堆：堆是向高地址扩展的数据结构，是不连续的内存区域。这是由于系统是用链表来存储的空闲内存地址的，自然是不连续的，而链表的遍历方向是由低地址向高地址。堆的大小受限于计算机系统中有效的虚拟内存。由此可见，堆获得的空间比较灵活，也比较大。

2.4申请效率的比较：
栈由系统自动分配，速度较快。但程序员是无法控制的。
堆是由new分配的内存，一般速度比较慢，而且容易产生内存碎片,不过用起来最方便.
另外，在WINDOWS下，最好的方式是用VirtualAlloc分配内存，他不是在堆，也不是在栈是直接在进程的地址空间中保留一快内存，虽然用起来最不方便。但是速度快，也最灵活。

2.5堆和栈中的存储内容
栈：在函数调用时，第一个进栈的是主函数中后的下一条指令（函数调用语句的下一条可执行语句）的地址，然后是函数的各个参数，在大多数的C编译器中，参数是由右往左入栈的，然后是函数中的局部变量。注意静态变量是不入栈的。
当本次函数调用结束后，局部变量先出栈，然后是参数，最后栈顶指针指向最开始存的地址，也就是主函数中的下一条指令，程序由该点继续运行。
堆：一般是在堆的头部用一个字节存放堆的大小。

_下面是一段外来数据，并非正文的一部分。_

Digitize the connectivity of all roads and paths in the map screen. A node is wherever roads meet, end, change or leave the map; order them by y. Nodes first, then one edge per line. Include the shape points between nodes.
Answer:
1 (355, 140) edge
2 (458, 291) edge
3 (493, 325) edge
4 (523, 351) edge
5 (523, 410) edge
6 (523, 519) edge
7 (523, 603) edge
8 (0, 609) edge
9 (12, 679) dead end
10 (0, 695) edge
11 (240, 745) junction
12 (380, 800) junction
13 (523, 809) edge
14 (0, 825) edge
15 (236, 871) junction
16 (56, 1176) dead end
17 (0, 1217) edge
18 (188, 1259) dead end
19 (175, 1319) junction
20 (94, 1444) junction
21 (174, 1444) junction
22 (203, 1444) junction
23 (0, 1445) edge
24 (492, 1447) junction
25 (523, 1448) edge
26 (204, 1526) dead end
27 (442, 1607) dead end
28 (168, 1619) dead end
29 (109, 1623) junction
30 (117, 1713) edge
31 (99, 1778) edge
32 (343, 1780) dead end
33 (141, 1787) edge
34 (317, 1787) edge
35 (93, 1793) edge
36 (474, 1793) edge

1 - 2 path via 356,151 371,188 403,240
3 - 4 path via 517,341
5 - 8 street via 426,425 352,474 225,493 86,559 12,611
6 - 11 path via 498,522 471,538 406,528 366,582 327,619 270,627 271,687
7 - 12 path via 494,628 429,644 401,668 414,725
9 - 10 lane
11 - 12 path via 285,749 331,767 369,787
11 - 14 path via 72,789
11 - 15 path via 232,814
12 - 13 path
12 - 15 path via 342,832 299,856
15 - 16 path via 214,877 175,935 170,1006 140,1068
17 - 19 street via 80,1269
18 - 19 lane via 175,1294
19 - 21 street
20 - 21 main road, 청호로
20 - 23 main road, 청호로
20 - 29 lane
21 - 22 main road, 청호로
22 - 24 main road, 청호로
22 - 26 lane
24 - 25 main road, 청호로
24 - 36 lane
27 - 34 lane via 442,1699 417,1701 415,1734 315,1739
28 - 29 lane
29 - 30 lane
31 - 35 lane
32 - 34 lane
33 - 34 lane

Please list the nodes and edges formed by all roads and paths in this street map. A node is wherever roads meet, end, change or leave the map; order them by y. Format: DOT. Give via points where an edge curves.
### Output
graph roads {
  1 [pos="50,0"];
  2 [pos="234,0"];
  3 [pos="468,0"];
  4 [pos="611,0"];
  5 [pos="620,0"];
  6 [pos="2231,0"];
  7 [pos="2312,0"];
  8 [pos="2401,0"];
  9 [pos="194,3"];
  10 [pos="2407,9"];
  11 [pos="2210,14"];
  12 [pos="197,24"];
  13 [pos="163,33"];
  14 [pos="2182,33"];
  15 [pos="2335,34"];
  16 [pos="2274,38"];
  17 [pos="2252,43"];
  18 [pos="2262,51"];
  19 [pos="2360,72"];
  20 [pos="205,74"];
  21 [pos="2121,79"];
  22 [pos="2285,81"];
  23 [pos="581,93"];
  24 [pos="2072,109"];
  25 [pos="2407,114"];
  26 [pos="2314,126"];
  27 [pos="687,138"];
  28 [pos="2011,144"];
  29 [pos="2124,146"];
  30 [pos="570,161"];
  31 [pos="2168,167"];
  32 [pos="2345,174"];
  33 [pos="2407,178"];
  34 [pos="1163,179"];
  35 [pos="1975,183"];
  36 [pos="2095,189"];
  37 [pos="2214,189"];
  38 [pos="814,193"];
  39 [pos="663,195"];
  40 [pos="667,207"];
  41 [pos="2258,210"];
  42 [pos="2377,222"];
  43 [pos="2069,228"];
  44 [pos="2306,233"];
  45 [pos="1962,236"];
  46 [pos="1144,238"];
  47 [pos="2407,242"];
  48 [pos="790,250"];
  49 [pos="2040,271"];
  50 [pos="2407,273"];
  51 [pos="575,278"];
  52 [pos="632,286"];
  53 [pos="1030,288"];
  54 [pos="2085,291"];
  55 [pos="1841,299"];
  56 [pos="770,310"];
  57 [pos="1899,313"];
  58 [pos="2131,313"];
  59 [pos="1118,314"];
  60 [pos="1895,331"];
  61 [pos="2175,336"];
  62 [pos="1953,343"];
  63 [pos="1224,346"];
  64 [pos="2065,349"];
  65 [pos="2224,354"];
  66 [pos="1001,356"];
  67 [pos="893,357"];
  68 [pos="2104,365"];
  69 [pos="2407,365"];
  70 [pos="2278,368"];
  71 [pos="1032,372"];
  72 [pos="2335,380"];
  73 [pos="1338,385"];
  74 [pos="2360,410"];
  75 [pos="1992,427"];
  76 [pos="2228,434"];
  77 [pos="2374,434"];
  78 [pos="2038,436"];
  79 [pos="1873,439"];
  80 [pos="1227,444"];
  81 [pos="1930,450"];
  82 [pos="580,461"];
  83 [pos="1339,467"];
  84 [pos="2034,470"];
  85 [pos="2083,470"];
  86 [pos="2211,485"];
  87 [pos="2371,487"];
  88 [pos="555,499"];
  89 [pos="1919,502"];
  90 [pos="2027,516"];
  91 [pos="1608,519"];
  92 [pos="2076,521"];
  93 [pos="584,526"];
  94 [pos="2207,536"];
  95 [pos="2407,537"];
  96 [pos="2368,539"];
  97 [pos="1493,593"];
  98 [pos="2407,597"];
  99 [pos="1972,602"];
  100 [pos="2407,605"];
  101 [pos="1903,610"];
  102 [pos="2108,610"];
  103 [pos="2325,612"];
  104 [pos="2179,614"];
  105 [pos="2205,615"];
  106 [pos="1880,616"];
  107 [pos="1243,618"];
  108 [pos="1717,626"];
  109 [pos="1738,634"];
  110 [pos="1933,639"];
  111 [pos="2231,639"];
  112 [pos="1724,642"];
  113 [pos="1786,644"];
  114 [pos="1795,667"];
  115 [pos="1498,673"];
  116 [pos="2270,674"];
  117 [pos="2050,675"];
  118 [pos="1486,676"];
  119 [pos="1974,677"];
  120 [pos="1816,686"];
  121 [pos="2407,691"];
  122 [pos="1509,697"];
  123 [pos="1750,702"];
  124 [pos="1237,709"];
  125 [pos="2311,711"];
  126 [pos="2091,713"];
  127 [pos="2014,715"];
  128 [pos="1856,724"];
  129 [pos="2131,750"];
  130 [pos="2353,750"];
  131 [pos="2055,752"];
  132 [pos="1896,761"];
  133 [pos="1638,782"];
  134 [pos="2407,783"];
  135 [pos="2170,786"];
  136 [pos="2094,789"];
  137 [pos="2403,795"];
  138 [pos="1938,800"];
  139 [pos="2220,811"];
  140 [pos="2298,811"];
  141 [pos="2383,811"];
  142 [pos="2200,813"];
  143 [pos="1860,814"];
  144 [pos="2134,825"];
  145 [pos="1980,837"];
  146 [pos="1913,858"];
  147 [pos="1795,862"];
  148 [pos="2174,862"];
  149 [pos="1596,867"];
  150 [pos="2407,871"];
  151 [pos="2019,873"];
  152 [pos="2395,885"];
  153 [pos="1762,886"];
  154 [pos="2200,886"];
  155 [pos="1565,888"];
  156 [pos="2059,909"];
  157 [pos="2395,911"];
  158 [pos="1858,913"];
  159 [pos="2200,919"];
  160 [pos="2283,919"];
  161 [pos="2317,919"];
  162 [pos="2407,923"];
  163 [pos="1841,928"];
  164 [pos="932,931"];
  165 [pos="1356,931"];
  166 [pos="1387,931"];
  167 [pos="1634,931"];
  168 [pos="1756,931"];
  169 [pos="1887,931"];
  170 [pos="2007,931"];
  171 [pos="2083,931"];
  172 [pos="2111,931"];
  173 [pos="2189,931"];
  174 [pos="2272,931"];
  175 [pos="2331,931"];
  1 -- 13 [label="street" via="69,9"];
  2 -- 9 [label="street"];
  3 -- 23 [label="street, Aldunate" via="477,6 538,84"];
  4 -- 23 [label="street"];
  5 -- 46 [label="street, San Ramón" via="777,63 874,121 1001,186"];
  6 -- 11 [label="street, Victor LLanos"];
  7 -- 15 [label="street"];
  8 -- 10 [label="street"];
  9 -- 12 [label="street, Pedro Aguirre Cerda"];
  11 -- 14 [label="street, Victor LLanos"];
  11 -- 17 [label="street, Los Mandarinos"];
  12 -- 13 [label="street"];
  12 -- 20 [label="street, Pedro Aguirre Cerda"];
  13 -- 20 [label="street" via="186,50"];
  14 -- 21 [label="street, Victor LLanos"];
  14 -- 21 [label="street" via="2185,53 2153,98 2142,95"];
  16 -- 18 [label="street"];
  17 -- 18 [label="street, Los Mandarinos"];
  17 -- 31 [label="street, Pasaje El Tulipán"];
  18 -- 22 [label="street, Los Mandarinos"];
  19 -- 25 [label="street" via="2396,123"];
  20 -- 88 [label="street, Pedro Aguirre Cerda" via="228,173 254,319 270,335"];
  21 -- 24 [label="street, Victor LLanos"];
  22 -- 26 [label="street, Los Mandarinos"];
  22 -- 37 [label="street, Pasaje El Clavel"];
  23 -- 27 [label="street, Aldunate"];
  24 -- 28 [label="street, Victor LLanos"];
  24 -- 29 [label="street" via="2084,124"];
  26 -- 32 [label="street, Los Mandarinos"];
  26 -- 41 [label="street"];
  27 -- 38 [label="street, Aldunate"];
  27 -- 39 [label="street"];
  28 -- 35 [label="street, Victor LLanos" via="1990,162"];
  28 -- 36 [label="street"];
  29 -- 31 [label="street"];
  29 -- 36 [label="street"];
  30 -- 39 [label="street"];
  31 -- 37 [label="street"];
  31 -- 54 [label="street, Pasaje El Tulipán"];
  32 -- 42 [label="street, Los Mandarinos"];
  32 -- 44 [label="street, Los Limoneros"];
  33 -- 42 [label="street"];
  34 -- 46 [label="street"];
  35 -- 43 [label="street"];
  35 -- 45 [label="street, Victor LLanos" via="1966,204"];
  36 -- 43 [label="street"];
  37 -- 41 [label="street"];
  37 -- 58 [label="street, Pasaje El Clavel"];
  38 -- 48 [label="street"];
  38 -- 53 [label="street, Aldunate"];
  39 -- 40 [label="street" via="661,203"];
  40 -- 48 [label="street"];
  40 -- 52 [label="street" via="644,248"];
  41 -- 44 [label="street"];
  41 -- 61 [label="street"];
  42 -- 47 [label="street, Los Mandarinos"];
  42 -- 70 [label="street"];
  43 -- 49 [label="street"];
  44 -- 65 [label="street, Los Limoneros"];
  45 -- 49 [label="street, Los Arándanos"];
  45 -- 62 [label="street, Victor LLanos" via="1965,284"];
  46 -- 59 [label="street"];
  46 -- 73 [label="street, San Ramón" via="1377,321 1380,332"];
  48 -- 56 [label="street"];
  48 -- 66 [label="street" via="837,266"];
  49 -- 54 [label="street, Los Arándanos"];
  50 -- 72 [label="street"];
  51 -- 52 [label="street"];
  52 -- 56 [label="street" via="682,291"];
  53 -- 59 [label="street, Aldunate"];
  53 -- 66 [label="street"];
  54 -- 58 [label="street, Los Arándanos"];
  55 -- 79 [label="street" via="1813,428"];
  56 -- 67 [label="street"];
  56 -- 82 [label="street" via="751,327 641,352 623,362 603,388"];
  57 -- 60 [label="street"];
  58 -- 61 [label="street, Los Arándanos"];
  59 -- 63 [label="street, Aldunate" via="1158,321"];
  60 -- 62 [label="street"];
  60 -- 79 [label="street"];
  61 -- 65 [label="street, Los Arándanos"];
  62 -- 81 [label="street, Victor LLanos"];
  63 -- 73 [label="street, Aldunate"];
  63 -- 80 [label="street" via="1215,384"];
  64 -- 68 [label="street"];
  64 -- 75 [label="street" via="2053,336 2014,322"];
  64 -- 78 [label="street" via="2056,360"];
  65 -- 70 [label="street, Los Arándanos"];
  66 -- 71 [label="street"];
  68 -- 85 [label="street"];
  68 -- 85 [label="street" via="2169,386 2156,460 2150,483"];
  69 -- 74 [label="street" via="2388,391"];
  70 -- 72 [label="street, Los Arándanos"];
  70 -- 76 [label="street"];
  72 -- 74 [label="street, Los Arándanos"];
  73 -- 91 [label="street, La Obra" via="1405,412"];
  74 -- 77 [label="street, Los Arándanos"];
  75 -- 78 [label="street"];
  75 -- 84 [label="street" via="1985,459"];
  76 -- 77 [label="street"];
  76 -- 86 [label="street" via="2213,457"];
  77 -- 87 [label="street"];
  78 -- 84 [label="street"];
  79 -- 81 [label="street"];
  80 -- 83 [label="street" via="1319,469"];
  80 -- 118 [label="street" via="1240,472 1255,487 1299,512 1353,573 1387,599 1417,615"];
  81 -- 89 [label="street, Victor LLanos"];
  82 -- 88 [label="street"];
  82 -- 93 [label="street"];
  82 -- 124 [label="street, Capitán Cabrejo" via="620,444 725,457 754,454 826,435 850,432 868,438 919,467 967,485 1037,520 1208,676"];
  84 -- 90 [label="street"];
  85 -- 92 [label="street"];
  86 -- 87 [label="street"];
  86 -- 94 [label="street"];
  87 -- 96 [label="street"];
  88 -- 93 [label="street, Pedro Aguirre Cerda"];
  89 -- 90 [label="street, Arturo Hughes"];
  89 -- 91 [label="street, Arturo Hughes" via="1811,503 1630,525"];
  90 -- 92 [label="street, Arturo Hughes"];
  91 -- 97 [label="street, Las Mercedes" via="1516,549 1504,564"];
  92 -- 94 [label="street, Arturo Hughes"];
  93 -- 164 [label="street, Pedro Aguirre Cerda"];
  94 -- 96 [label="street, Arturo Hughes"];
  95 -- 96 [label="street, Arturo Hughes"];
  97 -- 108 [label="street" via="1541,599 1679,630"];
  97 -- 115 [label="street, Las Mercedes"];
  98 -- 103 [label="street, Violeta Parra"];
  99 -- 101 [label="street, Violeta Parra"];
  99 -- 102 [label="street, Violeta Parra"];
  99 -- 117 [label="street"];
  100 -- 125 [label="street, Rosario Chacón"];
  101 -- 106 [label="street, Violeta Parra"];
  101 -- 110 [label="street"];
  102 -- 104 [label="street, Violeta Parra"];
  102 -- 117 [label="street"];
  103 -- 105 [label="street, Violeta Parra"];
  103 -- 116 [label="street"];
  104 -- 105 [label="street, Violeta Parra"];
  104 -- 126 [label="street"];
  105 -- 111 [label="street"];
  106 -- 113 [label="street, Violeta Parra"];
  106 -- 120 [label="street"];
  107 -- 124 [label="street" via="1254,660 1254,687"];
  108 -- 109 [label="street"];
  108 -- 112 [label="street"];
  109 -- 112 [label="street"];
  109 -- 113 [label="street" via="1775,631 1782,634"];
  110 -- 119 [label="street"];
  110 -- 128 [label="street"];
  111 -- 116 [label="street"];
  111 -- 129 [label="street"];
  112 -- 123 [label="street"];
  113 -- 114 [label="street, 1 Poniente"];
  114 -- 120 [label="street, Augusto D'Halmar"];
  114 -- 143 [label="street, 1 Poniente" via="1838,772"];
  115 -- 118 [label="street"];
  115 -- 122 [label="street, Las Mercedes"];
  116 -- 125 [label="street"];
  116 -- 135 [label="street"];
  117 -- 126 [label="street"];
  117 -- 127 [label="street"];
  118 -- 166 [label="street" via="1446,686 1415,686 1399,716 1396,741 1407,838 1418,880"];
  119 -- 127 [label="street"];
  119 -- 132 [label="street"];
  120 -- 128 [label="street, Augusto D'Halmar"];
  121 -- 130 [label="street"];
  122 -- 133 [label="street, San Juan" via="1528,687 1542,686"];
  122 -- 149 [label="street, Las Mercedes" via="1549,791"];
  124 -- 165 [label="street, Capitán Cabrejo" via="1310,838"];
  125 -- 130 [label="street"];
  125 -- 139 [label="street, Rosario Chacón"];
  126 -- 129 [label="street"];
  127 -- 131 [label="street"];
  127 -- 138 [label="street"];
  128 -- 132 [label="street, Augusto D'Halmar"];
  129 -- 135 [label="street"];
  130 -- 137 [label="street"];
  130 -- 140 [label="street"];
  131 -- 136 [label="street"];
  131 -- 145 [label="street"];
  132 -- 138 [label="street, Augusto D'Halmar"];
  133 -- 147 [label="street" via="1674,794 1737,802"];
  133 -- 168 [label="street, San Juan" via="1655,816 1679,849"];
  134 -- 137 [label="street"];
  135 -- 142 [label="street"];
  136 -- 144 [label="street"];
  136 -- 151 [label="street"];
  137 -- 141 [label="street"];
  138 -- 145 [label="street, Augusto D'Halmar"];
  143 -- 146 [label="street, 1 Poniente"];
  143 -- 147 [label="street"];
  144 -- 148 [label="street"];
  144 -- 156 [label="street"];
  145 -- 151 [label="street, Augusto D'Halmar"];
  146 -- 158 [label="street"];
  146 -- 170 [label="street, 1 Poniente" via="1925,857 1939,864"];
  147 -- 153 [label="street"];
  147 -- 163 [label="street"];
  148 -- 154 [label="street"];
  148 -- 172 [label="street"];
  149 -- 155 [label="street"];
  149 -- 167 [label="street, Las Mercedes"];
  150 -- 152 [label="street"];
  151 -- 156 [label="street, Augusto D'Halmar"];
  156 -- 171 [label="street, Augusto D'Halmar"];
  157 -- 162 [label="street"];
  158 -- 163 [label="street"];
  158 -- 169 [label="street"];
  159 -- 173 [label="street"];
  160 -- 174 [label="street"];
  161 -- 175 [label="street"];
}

堆中的具体内容有程序员安排。

2.6存取效率的比较

char s1[] = "aaaaaaaaaaaaaaa";
char *s2 = "bbbbbbbbbbbbbbbbb";
aaaaaaaaaaa是在运行时刻赋值的；
而bbbbbbbbbbb是在编译时就确定的；
但是，在以后的存取中，在栈上的数组比指针所指向的字符串(例如堆)快。
比如：
void main()
{
char a = 1;
char c[] = "1234567890";
char *p ="1234567890";
a = c[1];
a = p[1];
return;
}
对应的汇编代码
10: a = c[1];
00401067 8A 4D F1 mov cl,byte ptr [ebp-0Fh]
0040106A 88 4D FC mov byte ptr [ebp-4],cl
11: a = p[1];
0040106D 8B 55 EC mov edx,dword ptr [ebp-14h]
00401070 8A 42 01 mov al,byte ptr [edx+1]
00401073 88 45 FC mov byte ptr [ebp-4],al
第一种在读取时直接就把字符串中的元素读到寄存器cl中，而第二种则要先把指针值读到edx中，在根据
edx读取字符，显然慢了。

2.7小结：
堆和栈的区别可以用如下的比喻来看出：
使用栈就象我们去饭馆里吃饭，只管点菜（发出申请）、付钱、和吃（使用），吃饱了就走，不必理会切菜、洗菜等准备工作和洗碗、刷锅等扫尾工作，他的好处是快捷，但是自由度小。
使用堆就象是自己动手做喜欢吃的菜肴，比较麻烦，但是比较符合自己的口味，而且自由度大。

下面是另一篇，总结的比上面好：

堆和栈的联系与区别dd

在bbs上，堆与栈的区分问题，似乎是一个永恒的话题，由此可见，初学者对此往往是混淆不清的，所以我决定拿他第一个开刀。

首先，我们举一个例子：

void f() { int* p=new int[5]; }

这条短短的一句话就包含了堆与栈，看到new，我们首先就应该想到，我们分配了一块堆内存，那么指针p呢？他分配的是一块栈内存，所以这句话的意思就是：在栈内存中存放了一个指向一块堆内存的指针p。在程序会先确定在堆中分配内存的大小，然后调用operator new分配内存，然后返回这块内存的首地址，放入栈中，他在VC6下的汇编代码如下：

00401028 push 14h

0040102A call operator new (00401060)

0040102F add esp,4

00401032 mov dword ptr [ebp-8],eax

00401035 mov eax,dword ptr [ebp-8]

00401038 mov dword ptr [ebp-4],eax

这里，我们为了简单并没有释放内存，那么该怎么去释放呢？是delete p么？澳，错了，应该是delete []p，这是为了告诉编译器：我删除的是一个数组，VC6就会根据相应的Cookie信息去进行释放内存的工作。

好了，我们回到我们的主题：堆和栈究竟有什么区别？

主要的区别由以下几点：

1、管理方式不同；

2、空间大小不同；

3、能否产生碎片不同；

4、生长方向不同；

5、分配方式不同；

6、分配效率不同；

管理方式：对于栈来讲，是由编译器自动管理，无需我们手工控制；对于堆来说，释放工作由程序员控制，容易产生memory leak。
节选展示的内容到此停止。